BRUSSELS – The European Central Bank on Thursday raised interest rates by half a percentage point to 3 per cent, while insisting it was “monitoring current market tensions closely” in the wake of the collapse of Credit Suisse shares.

Speaking in Frankfurt, ECB President Christine Lagarde said the rate hike reflected the prioritisation of the continued fight against inflation over financial stability concerns, noting that “inflation is projected to remain too high for too long”.

The move by the ECB came amid fears of a market meltdown in the wake of the Credit Suisse drop, and last week’s Silicon Valley Bank collapse in the United States.

“We are monitoring current market tensions closely and stand ready to respond as necessary to preserve price stability and financial stability in the euro area,” Mrs Lagarde said.
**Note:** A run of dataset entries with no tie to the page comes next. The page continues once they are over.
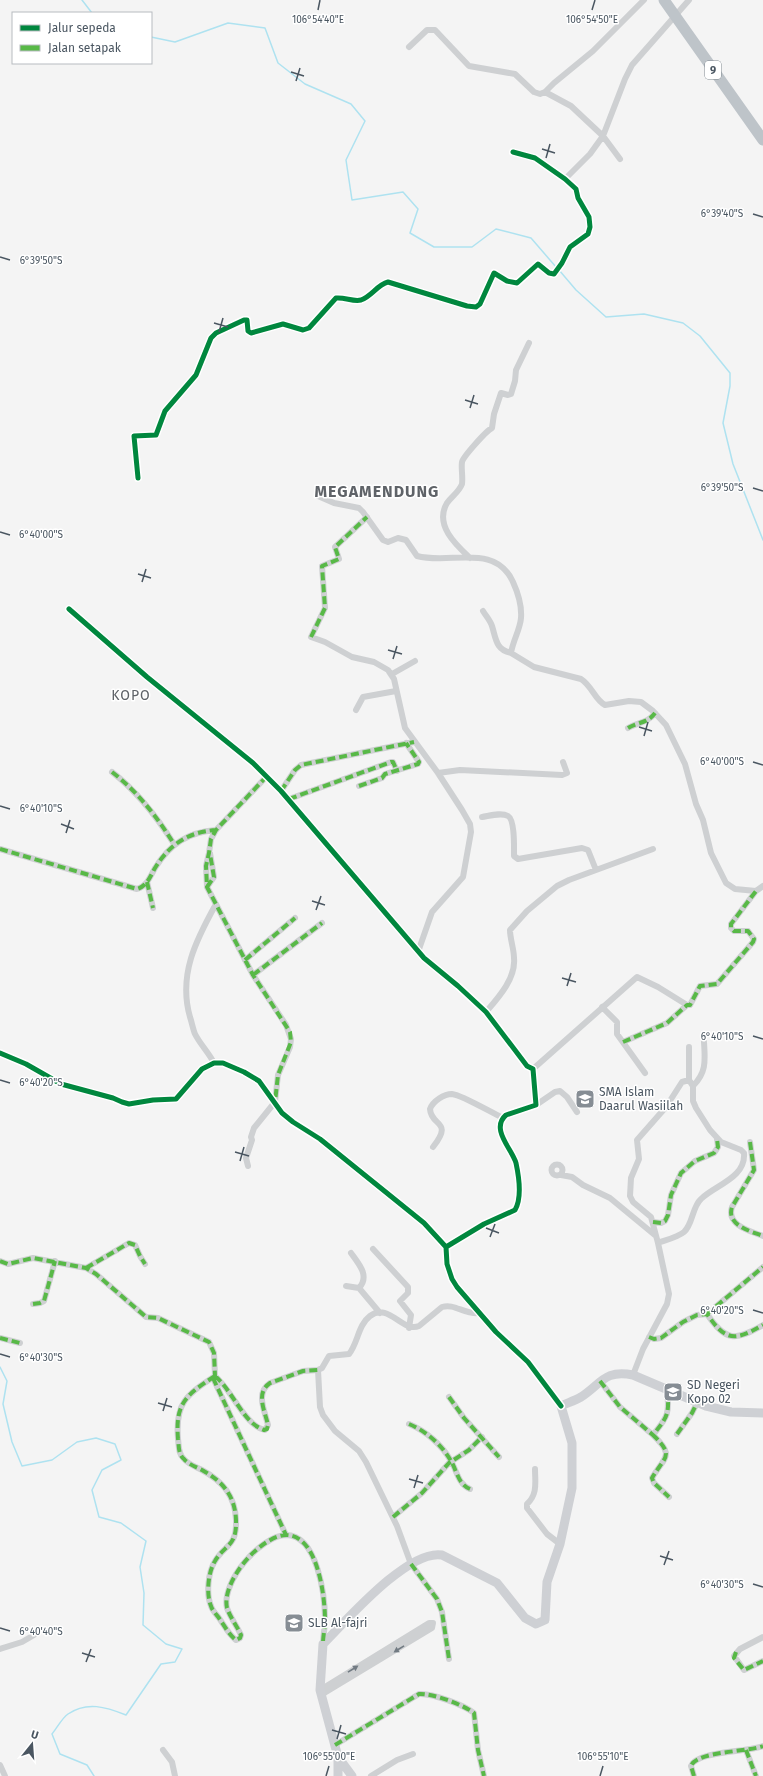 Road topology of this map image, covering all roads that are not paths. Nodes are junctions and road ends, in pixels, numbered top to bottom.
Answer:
1 (644, 0) edge
2 (664, 0) edge
3 (689, 0) edge
4 (675, 16) junction
5 (409, 47) dead end
6 (545, 92) junction
7 (603, 136) junction
8 (763, 140) edge
9 (513, 152) dead end
10 (620, 159) dead end
11 (566, 179) junction
12 (529, 343) dead end
13 (138, 478) dead end
14 (318, 496) dead end
15 (367, 517) junction
16 (470, 558) junction
17 (69, 609) dead end
18 (483, 611) dead end
19 (511, 653) junction
20 (415, 661) dead end
21 (392, 674) junction
22 (396, 691) junction
23 (356, 710) dead end
24 (653, 715) junction
25 (628, 728) dead end
26 (414, 742) junction
27 (406, 743) junction
28 (563, 762) dead end
29 (374, 768) junction
30 (397, 771) junction
31 (112, 772) dead end
32 (438, 773) junction
33 (267, 776) junction
34 (379, 779) junction
35 (359, 786) dead end
36 (281, 790) junction
37 (289, 799) junction
38 (482, 817) dead end
39 (216, 830) junction
40 (174, 844) junction
41 (0, 849) edge
42 (653, 849) dead end
43 (596, 870) junction
44 (147, 882) junction
45 (763, 886) edge
46 (756, 891) junction
47 (216, 904) junction
48 (153, 908) dead end
49 (295, 918) dead end
50 (322, 923) dead end
51 (418, 952) junction
52 (245, 960) junction
53 (253, 976) junction
54 (687, 1005) junction
55 (602, 1007) junction
56 (486, 1012) junction
57 (623, 1042) junction
58 (704, 1042) dead end
59 (689, 1048) dead end
60 (0, 1053) edge
61 (214, 1063) junction
62 (533, 1069) junction
63 (645, 1073) dead end
64 (691, 1083) junction
65 (275, 1102) junction
66 (536, 1105) junction
67 (577, 1112) dead end
68 (503, 1118) junction
69 (717, 1139) junction
70 (750, 1142) dead end
71 (434, 1147) dead end
72 (248, 1166) dead end
73 (561, 1174) dead end
74 (653, 1222) junction
75 (656, 1236) junction
76 (763, 1236) edge
77 (658, 1243) junction
78 (446, 1247) junction
79 (373, 1249) dead end
80 (351, 1253) dead end
81 (0, 1261) edge
82 (55, 1261) junction
83 (145, 1264) dead end
84 (763, 1267) edge
85 (86, 1268) junction
86 (346, 1286) dead end
87 (359, 1288) junction
88 (33, 1304) dead end
89 (380, 1313) junction
90 (480, 1313) junction
91 (707, 1314) junction
92 (763, 1325) edge
93 (409, 1328) junction
94 (649, 1337) junction
95 (0, 1338) edge
96 (20, 1343) dead end
97 (318, 1370) junction
98 (632, 1375) junction
99 (214, 1377) junction
100 (600, 1381) junction
101 (667, 1390) junction
102 (449, 1397) dead end
103 (697, 1403) junction
104 (561, 1406) junction
105 (763, 1413) edge
106 (409, 1424) dead end
107 (677, 1434) dead end
108 (652, 1435) junction
109 (482, 1437) junction
110 (499, 1457) dead end
111 (451, 1461) junction
112 (535, 1469) dead end
113 (470, 1489) dead end
114 (670, 1497) dead end
115 (393, 1516) junction
116 (286, 1535) junction
117 (560, 1544) junction
118 (410, 1564) junction
119 (34, 1635) dead end
120 (763, 1637) edge
121 (323, 1644) junction
122 (0, 1649) edge
123 (385, 1650) junction
124 (388, 1656) junction
125 (449, 1659) dead end
126 (763, 1661) edge
127 (339, 1682) junction
128 (320, 1692) junction
129 (335, 1745) junction
130 (763, 1746) edge
131 (163, 1750) dead end
132 (746, 1750) junction
133 (413, 1754) dead end
134 (338, 1757) junction
135 (0, 1765) edge
136 (5, 1776) edge
137 (175, 1776) edge
138 (338, 1776) edge
139 (352, 1776) edge
140 (371, 1776) edge
141 (484, 1776) edge
142 (694, 1776) edge
143 (756, 1776) edge

1 - 6 street
2 - 4 highway, 9
3 - 4 street
4 - 7 street
4 - 8 highway, 9
5 - 6 street
6 - 7 street
7 - 10 street
7 - 11 street
9 - 11 street
11 - 13 street
12 - 16 street
14 - 15 street
15 - 16 street
15 - 21 street
16 - 19 street
17 - 33 street
18 - 19 street
19 - 24 street
20 - 21 street
21 - 22 street
22 - 23 street
22 - 26 street
24 - 25 street
24 - 46 street
26 - 27 street
26 - 32 street
27 - 30 street
27 - 36 street
28 - 32 street
29 - 30 street
29 - 34 street
29 - 37 street
30 - 34 street
31 - 40 street
32 - 51 street
33 - 36 street
33 - 39 street
34 - 35 street
36 - 37 street
37 - 51 street
38 - 43 street
39 - 40 street
39 - 47 street
40 - 44 street
41 - 44 street
42 - 43 street
43 - 56 street
44 - 48 street
45 - 46 street
46 - 54 street
47 - 52 street
47 - 61 street
49 - 52 street
50 - 53 street
51 - 56 street
52 - 53 street
53 - 65 street
54 - 55 street
54 - 57 street
55 - 57 street
55 - 62 street
56 - 62 street
57 - 63 street
58 - 64 street
59 - 64 street
60 - 61 street
61 - 65 street
62 - 66 street
64 - 69 street
64 - 74 street
65 - 72 street
65 - 78 street
66 - 67 street
66 - 68 street
68 - 71 street
68 - 78 street
69 - 74 street
69 - 77 street
70 - 76 street
73 - 75 street
74 - 75 street
75 - 77 street
77 - 94 street
78 - 90 street
79 - 93 street
80 - 87 street
81 - 82 street
82 - 85 street
82 - 88 street
83 - 85 street
84 - 91 street
85 - 99 street
86 - 87 street
87 - 89 street
89 - 93 street
89 - 97 street
90 - 93 street
90 - 104 street
91 - 92 street
91 - 94 street
94 - 98 street
95 - 96 street
97 - 99 street
97 - 115 street
98 - 100 main road
98 - 101 main road
99 - 116 street
99 - 116 street
100 - 104 main road
100 - 108 street
101 - 103 main road
101 - 108 street
102 - 109 street
103 - 105 main road
103 - 107 street
104 - 117 main road
106 - 111 street
108 - 114 street
109 - 110 street
109 - 111 street
111 - 113 street
111 - 115 street
112 - 117 street
115 - 118 street
116 - 121 street
117 - 118 main road
118 - 121 main road
118 - 125 street
119 - 122 street
120 - 126 street
121 - 128 main road
123 - 124 street
123 -> 124 street
127 -> 123 street
124 - 127 street
127 - 128 street
128 - 129 main road
129 - 134 main road
129 - 141 street
130 - 132 street
131 - 137 street
132 - 142 street
132 - 143 street
133 - 140 street
134 - 138 main road
134 - 139 main road
135 - 136 street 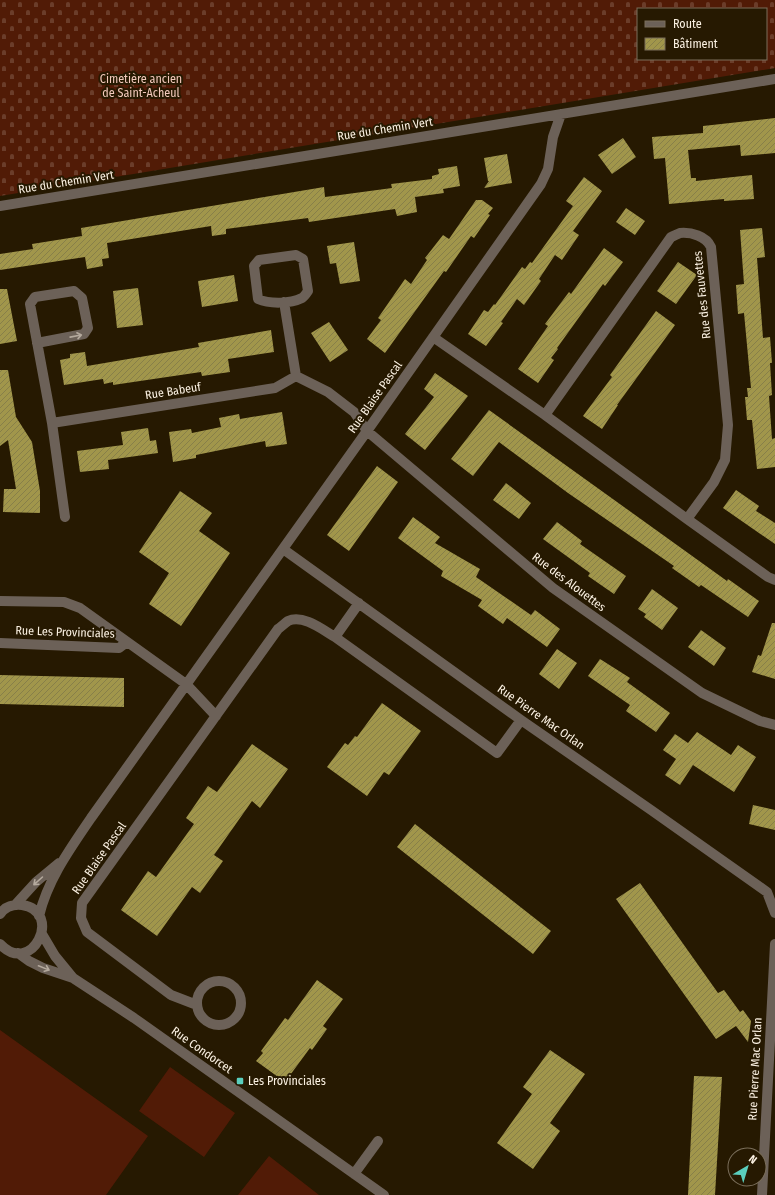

“Our policy toolkit is fully equipped to provide liquidity support to the euro area financial system if needed and to preserve the smooth transmission of monetary policy.”

Mrs Largarde recognised the market fluctuations but insisted the ECB would not be pressed into any sudden decisions.

“The elevated level of uncertainty reinforces the importance of a data-dependent approach to our policy rate decisions,” she said.

The ECB decision was scrutinised particularly closely amid concerns raising borrowing costs might backfire if this week’s market wobbles become a full-blown crisis – with some analysts saying rising rates were a key factor in the collapse of SVB.

With Credit Suisse suffering its worst day on record, investors were not only calling into question the solvency of one of Europe’s biggest banks, but also the soundness of the entire global banking system.

With the Federal Reserve’s next rate meeting still almost a week away, the ECB’s decision is seen as setting a tone that the banking turmoil is not yet worrying enough to head off action against inflation.

Nicolas Véron, a senior fellow at Bruegel, a Brussels-based think-tank, said it was overblown to talk of any rerun of recent financial crises. “I don’t think we are nearly like 2008,” he said, pointing to the massive global intervention to stabilise markets 15 years ago. “That was justified because capitalism was going down the tubes. But capitalism was not going down the tubes this week.”

Mr Véron added that it was important to distinguish between the banking crises. “The SVB was essentially a supervisory mistake. And there was a collective overreaction in crisis management, including the unlimited deposit guarantee,” he said.

“Credit Suisse is a separate situation and was developing for a while: there were concerns in the market. There will be a denouement for Credit Suisse, but it is likely to be orderly, precisely because it was flagged for a while.”